### What needs to be done:
Show each line of the entries below in which the word "Avenida" appears.
[Material supplied Boundary: Start]
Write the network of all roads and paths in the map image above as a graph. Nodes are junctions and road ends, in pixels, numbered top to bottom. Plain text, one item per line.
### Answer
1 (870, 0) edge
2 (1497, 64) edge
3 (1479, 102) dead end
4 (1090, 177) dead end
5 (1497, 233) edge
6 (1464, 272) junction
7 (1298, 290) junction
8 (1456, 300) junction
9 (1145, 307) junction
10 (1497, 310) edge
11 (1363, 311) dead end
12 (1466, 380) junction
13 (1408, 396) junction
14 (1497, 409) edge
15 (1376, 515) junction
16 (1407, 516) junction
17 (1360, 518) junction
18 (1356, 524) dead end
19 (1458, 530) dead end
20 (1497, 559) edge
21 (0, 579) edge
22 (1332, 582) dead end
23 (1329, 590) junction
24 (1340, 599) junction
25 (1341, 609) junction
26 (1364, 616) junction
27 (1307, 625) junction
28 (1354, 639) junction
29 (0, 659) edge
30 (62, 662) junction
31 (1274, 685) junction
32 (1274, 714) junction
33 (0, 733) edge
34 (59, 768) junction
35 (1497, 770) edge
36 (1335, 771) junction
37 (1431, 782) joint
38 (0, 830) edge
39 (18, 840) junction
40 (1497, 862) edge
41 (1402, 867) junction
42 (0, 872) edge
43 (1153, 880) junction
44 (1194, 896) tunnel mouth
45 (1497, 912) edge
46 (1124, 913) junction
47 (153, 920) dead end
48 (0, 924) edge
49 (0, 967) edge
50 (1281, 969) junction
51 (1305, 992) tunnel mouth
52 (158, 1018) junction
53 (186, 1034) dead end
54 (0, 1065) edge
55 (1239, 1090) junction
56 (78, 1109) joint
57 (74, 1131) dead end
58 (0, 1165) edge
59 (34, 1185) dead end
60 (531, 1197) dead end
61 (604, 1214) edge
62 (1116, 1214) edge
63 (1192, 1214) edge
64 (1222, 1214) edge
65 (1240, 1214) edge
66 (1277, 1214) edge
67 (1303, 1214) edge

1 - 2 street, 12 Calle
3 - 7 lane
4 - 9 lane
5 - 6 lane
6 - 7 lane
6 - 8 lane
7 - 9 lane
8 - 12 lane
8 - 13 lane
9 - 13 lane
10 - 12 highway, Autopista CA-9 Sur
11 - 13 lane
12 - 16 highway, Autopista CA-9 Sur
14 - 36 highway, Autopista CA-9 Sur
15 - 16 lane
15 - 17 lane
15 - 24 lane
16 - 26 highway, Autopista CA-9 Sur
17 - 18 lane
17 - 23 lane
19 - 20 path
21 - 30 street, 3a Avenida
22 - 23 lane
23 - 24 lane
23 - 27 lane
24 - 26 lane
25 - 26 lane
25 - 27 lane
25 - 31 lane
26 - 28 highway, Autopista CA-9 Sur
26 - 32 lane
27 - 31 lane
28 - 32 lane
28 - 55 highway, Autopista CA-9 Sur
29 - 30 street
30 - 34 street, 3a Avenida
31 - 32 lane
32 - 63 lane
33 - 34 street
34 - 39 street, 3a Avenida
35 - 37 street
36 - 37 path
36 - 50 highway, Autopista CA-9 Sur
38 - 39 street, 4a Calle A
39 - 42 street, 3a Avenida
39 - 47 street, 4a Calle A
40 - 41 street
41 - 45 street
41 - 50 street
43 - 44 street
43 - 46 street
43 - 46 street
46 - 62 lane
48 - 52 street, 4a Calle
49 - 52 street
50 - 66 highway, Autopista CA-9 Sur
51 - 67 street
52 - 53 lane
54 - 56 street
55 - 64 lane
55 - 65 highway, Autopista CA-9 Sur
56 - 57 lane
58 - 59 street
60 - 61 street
[Material supplied Boundary: End]
### Task response:
21 - 30 street, 3a Avenida
30 - 34 street, 3a Avenida
34 - 39 street, 3a Avenida
39 - 42 street, 3a Avenida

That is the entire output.